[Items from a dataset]
___
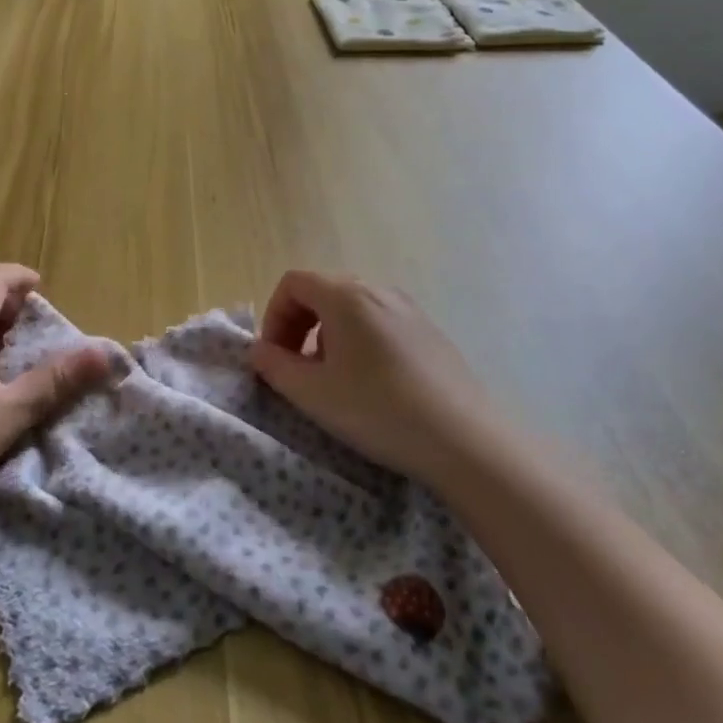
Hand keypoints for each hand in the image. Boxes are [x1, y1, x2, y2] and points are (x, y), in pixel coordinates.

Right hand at [249, 270, 508, 492]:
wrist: (464, 439)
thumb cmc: (378, 410)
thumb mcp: (313, 394)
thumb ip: (275, 366)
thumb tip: (258, 350)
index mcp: (346, 296)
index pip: (293, 283)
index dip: (273, 316)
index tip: (274, 357)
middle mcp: (379, 291)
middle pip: (322, 292)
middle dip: (298, 326)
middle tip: (296, 369)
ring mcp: (410, 310)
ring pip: (352, 309)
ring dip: (327, 336)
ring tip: (333, 380)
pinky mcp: (430, 333)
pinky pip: (380, 323)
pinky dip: (359, 342)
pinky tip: (371, 386)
___
> [Assigned task]:
A faithful copy of the records above, without images, is what to give back.

> [Result for this task]:
Hand keypoints for each hand in the image. Boxes are [x1, y1, x2, y2] and points are (x, y), in pixel coordinates.

Right hand at [249, 270, 508, 492]:
wrist: (464, 439)
thumb cmc: (378, 410)
thumb mcp: (313, 394)
thumb ip: (275, 366)
thumb tip: (258, 350)
index mcp: (346, 296)
index pip: (293, 283)
index dip: (273, 316)
index tip: (274, 357)
middle mcp: (379, 291)
middle pip: (322, 292)
middle dip: (298, 326)
middle tip: (296, 369)
ring mcp: (410, 310)
ring pip: (352, 309)
ring dip: (327, 336)
ring tip: (333, 380)
pinky mcp: (430, 333)
pinky pip: (380, 323)
pinky dip: (359, 342)
pinky tip: (371, 386)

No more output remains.